Eine Erwiderung auf Kurt Kersten (Der Dichter der Revolution, Die neue Bücherschau, 6. Jahr, die erste Schrift).

Das Wesen von Bakunins »Beichte« war schon 1851 in Petersburger Hofkreisen bekannt, eine Dame dieser Kreise schrieb im Herbst ihrer Kusine Frau K. J. Elagin in Moskau: … »Dein früherer Bekannter … lebt hier am Nevaufer und schreibt jetzt seine Memoiren, natürlich nicht für den Druck, sondern für den Zar. Er verbessert seine Sache ganz geschickt, schlüpfrig wie eine Schlange; aus den schwierigsten Verhältnissen zieht er sich heraus, hier durch Spott über die Deutschen, dort durch aufrichtige Reue, anderswo durch enthusiastische Lobeserhebungen. Nichts zu sagen, er ist klug!« … Diese seit 1925 bekannten Worte zeigen, daß man in diesen Kreisen, die besser als jemand wußten, daß der Zar nie ein wahres Wort hörte, sich darüber amüsierte, daß auch der gefangene Bakunin die allgemeine Regel befolgte. Anders war die »Beichte« nie aufzufassen, als eine unendlich wohlberechnete Schrift, mittels welcher Bakunin, dessen nicht auf Dresden und Prag bezügliche Angelegenheiten in den dortigen Untersuchungen, 1849-51, nicht aufgeklärt wurden, einer Inquirierung betreffs dieser russischen und polnischen Angelegenheiten zu entgehen suchte, was ihm auch dadurch gelang, daß er sieh aufs äußerste verkleinerte, als isoliert, machtlos, phantastisch hinstellte usw. Seine Lage würde sich wesentlich verschlechtert haben, und andere Interessen würden gefährdet worden sein,« wenn ein ehrgeiziger Untersuchungsrichter den Befehl erhalten hätte, ihm Geständnisse zu entreißen; einem solchen hätten die damals öffentlich oder durch die Untersuchungen von Dresden und Prag bekannten Daten der »Beichte« nicht genügt. Der Zar gewann den Eindruck, daß eine Untersuchung nichts Neues ergeben würde, und ließ Bakunin in Ruhe; »wofür ich ihm wirklich dankbar bin, ist, daß er nachher mich um nichts mehr fragte.« (Bakunin an Herzen, 8. Dezember a. St. 1860).

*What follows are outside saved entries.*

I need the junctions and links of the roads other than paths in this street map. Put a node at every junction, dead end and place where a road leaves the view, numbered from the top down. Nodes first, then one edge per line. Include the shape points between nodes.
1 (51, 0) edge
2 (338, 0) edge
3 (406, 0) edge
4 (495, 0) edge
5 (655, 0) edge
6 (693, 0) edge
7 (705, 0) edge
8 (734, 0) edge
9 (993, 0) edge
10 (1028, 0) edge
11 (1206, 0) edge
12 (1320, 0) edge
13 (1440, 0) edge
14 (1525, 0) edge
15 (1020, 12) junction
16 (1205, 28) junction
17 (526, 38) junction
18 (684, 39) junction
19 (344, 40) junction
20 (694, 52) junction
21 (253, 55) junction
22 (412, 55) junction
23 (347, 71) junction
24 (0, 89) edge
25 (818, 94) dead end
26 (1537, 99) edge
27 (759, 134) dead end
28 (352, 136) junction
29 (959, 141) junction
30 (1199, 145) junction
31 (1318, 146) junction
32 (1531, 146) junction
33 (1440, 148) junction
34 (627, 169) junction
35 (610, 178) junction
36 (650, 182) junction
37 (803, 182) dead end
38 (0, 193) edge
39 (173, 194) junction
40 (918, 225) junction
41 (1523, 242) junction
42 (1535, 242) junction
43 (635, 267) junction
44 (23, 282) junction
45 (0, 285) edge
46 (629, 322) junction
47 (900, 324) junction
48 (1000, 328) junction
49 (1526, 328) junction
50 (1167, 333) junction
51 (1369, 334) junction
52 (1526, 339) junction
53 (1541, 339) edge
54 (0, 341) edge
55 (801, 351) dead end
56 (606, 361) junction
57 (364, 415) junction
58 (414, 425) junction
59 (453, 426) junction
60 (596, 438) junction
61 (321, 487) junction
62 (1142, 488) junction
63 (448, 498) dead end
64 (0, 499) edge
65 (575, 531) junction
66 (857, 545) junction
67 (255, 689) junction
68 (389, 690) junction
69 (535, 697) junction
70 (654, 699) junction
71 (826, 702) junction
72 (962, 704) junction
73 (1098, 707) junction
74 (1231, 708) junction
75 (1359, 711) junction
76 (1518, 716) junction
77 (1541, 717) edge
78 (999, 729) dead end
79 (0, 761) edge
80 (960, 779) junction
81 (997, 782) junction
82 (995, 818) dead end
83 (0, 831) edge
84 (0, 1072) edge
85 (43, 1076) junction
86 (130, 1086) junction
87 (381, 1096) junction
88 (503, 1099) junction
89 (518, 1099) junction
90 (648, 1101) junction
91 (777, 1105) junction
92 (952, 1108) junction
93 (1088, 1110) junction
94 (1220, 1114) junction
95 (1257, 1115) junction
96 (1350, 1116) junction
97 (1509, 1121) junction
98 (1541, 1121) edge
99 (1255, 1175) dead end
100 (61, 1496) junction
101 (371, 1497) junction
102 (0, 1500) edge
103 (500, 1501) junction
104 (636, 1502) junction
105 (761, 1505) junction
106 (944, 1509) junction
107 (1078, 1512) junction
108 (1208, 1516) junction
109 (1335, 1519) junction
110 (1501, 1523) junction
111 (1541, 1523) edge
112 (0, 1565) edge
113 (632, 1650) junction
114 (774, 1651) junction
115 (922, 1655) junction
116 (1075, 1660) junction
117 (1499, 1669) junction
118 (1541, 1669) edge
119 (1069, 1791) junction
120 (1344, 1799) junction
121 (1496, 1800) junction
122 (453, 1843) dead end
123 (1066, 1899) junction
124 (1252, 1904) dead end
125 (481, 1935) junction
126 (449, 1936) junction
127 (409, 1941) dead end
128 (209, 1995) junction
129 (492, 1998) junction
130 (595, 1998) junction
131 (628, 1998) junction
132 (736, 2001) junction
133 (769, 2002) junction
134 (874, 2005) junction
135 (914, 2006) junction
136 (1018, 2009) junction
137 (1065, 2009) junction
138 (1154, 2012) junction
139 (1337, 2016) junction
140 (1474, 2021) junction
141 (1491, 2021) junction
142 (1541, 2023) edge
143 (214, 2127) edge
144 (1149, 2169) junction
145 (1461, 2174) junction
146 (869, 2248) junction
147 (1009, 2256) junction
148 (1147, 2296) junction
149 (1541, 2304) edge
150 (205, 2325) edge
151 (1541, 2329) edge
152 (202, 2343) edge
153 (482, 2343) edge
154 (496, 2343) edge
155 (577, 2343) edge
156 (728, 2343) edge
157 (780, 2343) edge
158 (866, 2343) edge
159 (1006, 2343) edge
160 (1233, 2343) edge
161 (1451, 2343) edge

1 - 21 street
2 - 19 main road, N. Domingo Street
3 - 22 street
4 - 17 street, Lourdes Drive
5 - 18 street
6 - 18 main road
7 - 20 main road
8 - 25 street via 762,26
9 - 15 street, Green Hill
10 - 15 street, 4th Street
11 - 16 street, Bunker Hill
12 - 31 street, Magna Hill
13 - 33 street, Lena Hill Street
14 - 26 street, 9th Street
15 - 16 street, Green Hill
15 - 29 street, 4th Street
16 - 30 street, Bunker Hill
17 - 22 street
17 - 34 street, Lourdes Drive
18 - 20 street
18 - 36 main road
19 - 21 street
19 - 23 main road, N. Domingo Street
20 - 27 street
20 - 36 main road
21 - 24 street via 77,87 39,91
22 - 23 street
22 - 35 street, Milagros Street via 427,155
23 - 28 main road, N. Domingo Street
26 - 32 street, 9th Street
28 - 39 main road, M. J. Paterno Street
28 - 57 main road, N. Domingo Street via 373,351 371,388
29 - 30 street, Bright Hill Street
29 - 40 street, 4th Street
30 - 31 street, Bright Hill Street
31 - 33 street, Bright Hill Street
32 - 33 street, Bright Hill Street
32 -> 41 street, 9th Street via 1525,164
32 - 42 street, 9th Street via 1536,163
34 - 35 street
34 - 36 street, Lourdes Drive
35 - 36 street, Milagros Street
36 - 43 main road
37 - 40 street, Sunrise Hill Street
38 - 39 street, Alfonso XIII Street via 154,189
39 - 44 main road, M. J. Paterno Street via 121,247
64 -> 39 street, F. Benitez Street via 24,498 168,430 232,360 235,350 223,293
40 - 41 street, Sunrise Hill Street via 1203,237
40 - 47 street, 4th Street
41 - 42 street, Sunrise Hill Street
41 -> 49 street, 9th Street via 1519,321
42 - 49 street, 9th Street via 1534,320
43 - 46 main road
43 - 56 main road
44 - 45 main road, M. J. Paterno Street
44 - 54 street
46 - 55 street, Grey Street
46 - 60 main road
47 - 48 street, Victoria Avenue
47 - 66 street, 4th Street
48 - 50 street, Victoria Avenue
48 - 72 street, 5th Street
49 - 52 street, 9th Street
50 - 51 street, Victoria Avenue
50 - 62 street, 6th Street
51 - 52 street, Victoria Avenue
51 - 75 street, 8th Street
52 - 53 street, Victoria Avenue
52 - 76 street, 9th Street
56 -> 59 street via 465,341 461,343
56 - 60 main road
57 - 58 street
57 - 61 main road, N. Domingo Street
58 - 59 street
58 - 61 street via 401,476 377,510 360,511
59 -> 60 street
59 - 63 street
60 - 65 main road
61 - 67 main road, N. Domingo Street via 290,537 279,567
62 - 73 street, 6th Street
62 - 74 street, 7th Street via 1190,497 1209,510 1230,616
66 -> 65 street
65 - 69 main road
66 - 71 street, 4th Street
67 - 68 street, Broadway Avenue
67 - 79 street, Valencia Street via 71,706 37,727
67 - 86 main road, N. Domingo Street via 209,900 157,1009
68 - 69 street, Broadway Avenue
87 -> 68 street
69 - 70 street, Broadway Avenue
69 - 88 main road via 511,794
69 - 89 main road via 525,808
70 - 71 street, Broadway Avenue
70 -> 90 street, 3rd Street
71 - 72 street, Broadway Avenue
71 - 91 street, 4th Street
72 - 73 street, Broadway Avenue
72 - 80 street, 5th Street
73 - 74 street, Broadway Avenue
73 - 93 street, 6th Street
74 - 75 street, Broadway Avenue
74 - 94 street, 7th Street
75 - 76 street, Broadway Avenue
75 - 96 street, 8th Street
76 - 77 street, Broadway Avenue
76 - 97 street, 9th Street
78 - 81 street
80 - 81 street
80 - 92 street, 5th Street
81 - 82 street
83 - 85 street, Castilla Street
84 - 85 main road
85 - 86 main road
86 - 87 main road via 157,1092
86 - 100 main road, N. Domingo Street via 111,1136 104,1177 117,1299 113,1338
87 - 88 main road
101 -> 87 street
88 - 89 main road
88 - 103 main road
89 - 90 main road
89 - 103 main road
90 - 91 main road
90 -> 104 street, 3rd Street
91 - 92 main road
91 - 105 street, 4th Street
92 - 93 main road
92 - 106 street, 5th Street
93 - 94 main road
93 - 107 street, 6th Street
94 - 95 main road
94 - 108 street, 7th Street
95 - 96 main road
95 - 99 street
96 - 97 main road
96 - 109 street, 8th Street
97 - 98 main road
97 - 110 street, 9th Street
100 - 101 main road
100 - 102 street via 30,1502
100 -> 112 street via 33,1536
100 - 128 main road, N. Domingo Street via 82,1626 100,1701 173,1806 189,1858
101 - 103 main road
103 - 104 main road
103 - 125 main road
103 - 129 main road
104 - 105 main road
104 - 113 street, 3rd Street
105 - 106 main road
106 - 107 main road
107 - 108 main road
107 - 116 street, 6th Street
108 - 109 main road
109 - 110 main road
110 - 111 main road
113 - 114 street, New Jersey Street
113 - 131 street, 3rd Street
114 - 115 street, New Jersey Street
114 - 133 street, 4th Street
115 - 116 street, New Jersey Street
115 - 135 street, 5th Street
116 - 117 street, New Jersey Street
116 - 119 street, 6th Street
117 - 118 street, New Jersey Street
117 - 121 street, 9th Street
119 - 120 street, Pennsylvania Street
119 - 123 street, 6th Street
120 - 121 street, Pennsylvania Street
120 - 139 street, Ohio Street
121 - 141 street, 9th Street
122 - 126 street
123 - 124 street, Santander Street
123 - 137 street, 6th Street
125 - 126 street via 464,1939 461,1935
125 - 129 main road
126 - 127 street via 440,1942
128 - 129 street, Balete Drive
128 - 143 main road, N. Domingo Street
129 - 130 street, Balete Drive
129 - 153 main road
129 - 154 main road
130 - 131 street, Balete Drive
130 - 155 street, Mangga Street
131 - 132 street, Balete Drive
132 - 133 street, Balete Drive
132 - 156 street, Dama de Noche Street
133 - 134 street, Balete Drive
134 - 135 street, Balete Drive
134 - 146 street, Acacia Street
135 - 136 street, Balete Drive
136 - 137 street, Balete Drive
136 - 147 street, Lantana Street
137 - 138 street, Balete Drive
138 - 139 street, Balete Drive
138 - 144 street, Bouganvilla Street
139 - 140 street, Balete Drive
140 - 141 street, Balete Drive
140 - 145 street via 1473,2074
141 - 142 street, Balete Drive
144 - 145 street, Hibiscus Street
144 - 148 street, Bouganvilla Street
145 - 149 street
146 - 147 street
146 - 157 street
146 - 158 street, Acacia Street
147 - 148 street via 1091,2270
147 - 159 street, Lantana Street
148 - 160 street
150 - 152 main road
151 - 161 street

Aus diesem 1883 gedruckten Brief wissen wir von der »Beichte«. Wir wissen auch, daß Bakunin mit seinen jungen russischen Genossen Z. Ralli und A. Ross über die »Beichte« sprach, was von Ralli im Oktober 1908 veröffentlicht wurde ( Min. Gody, Petersburg, 1908, X, S. 148-149), während die mir mündlich mitgeteilte Erinnerung von A. Ross (M. P. Saschin) auch in Polonskis Biographie Bakunins, I, 2. Auflage, S. 436, gedruckt ist. Diese beiden Zeugen leben. Unter diesen Umständen verstehe ich nicht, warum Herr Kersten schreibt: »Wir wissen nicht einmal, ob er sich im Verkehr mit seinen Freunden darüber geäußert hat«, dem seine eigene folgende Bemerkung widerspricht: »Bakunin wich aus, wenn auf sie die Rede kam.« Wer konnte von ihr reden? Gibt es hierfür den geringsten Beweis?

Während man seit 1919 in der »Beichte«, die erst 1921 im Druck erschien, eine moralische und faktische Selbstvernichtung Bakunins zu sehen vermeinte, wurde diese Auffassung schon 1922, als der Druck außerhalb Rußlands bekannt wurde, vollständig bestritten, und der Herausgeber V. Polonski selbst gibt das Unrichtige des ersten Eindrucks zu (S. 292-293 seiner erwähnten Biographie, Juni 1925).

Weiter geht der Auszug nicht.